Pırıl pırıl güneş ile uyandım. Güneş hiç canınızı sıktı mı bilmiyorum ama benimkini fena sıktı bu gün.  Kış ortasındayız. Yağmura, kara hasret kaldık. Şöyle gönlünce ve günlerce yağmur yağmayalı kaç zaman oldu hatırlamıyorum. Hele kar yağışı, kitaplara ve büyüklere ait bir anlatı olmaya aday bir doğa olayı olarak anılarımızı süslemeye başladı bile.
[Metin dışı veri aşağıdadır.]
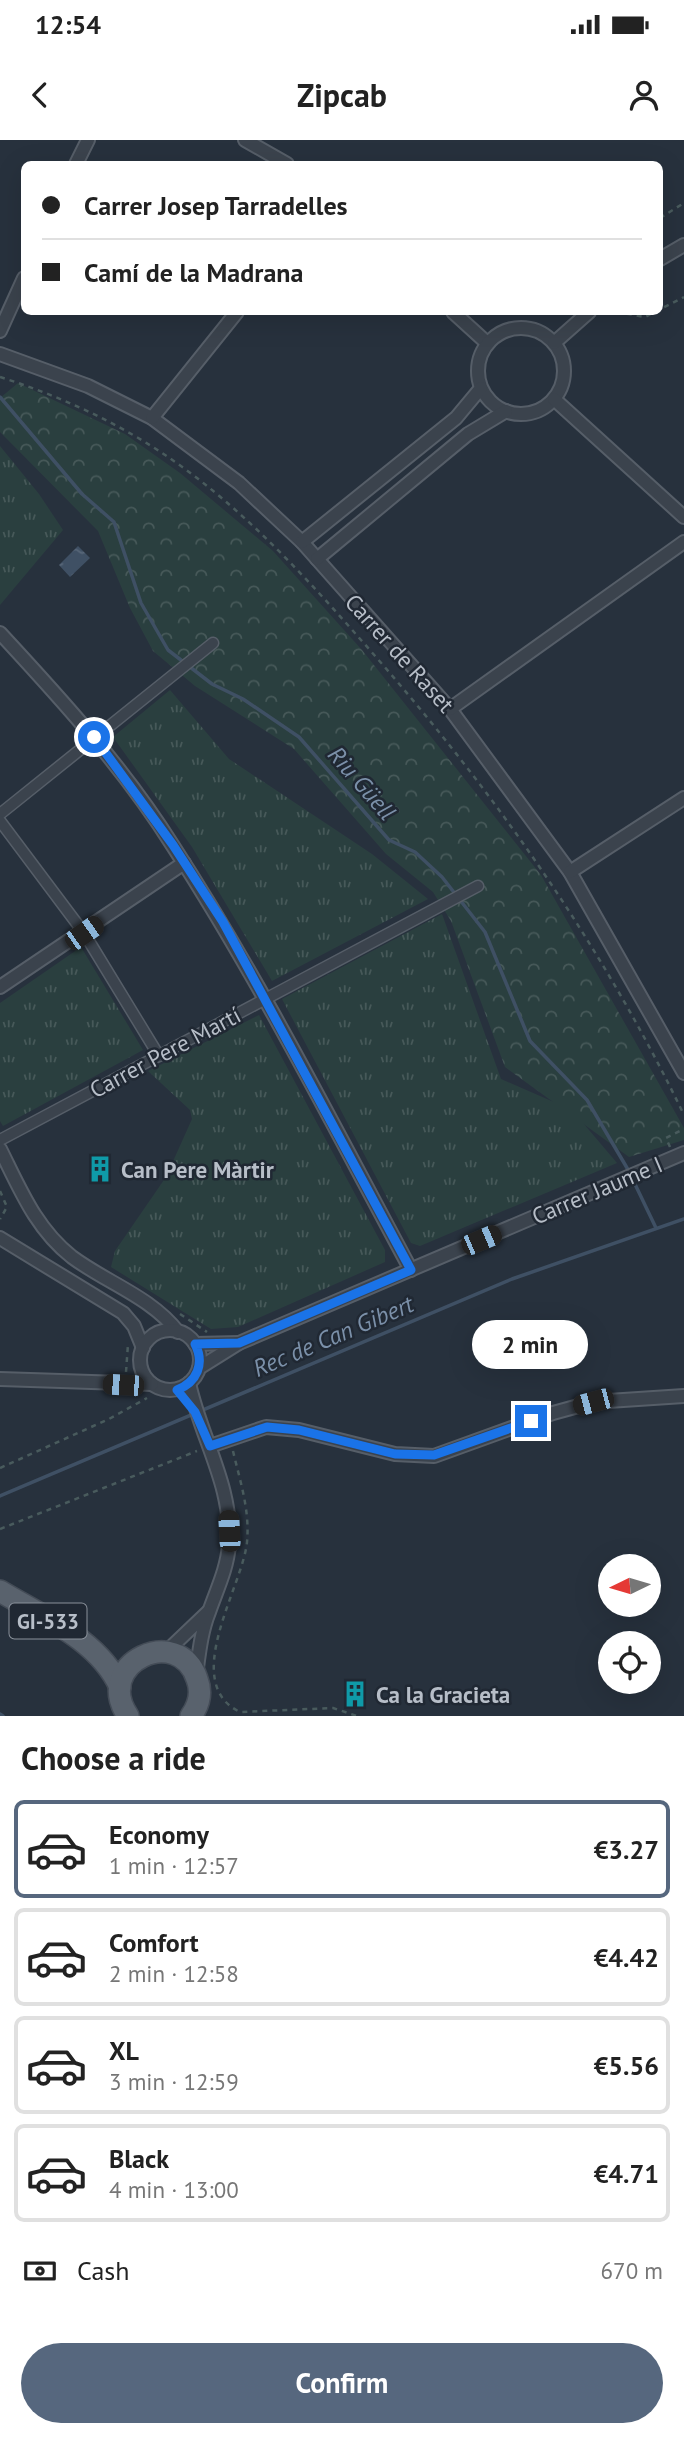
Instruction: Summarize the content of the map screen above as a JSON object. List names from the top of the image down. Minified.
{"streets":{"main road":["GI-533"],"street":["Carrer de Raset","Carrer Pere Martí","Carrer Jaume I"]},"water":["Riu Güell","Rec de Can Gibert"],"places":{"building":["Can Pere Màrtir","Ca la Gracieta"]},"north":"left","page":{"status":"12:54","header":"Zipcab","banner":["Carrer Josep Tarradelles","Camí de la Madrana"],"bubble":"2 min","heading":"Choose a ride","list":[{"name":"Economy","note":"1 min · 12:57","value":"€3.27"},{"name":"Comfort","note":"2 min · 12:58","value":"€4.42"},{"name":"XL","note":"3 min · 12:59","value":"€5.56"},{"name":"Black","note":"4 min · 13:00","value":"€4.71"}],"pay":["Cash","670 m"],"buttons":"Confirm"}}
                Tabiatın bir bütün olarak insana karşı bir savaş başlattığı kanısı ruhumu sıkmakla beraber korkularımı da büyütüyor aynı zamanda. Meyveler tat değiştirdi, sebzeler renk değiştirdi. Hayvanlar huy değiştirdi. Vakitsiz gelen güneş geriyor artık. Yağmur ise bir öfkeyi izhar babından yağıyor zaman zaman. Ya bir intikamın tetikçisi gibi sel olup alıyor canı, bağı, bahçeyi. Ya da bir ölüm sessizliğine bürünüyor.

Su kaynaklarımız çekiliyor. Meğer bizim değillermiş. Su kaynakları demeliymişiz. Virüs ha bire takla atıp duruyor. Her taklada başka bir kılığa bürünüp karşımıza çıkıyor. Tam birine alışırken… Hoppala! Bir takla daha…

Buzullar eriyormuş. Karaları daraltmaya ahd etmişler bize. Denizler tuhaf tuhaf salya akıtıyor. Müsil(aj) olmuş diyorlar. Çiftliklerde “kahya” marifetiyle tuttuklarımız hariç balıklar nereye gitti bilinmiyor. Oysa eskiden çiftlikte koyun, inek olurdu. Balık-çiftlik kavramı nasıl bağdaştı zihnimde hala anlamış değilim.

Keyif vermesi bir yana bir kabusa döndü pazara gitmek. Market alışverişi aile saadetini zedelemeye başladı bile; bütünlüğünü tehdit ediyor.

Buluta da güneşe de muhalif küfürbaz muhalefet almış dizginleri deli divane at koşturuyor. Atları besiye bırakmış, katırlarıyla yarışa katılan iktidara karşı birinciliği kaptırmıyor tabi. Bir gün halkın sırtını sıvazlayıp helallik dileyeceğim diyor, ertesi gün “elinin sırtına” vuruyor. İyisi mi elinin neresine, nasıl ve hangi maksatla vurduğunu “Toroğlu-Uğurcuk” ikilisinin akılları oynatan “oynat uğurcuğum” repliğine havale edelim biz.

İktidar desen eksen kayması yaşaya yaşaya buz patenine dönmüş adeta. Anonim şirket kurma fikri ondan gelmişti oysa. Şimdi iş ortaklar ortasında kalakalmış.  İflas-ifsad ikilemi arasında gidip geliyor. Ya “sermayeyi” tüketecek ya da “harama” bulaşacak.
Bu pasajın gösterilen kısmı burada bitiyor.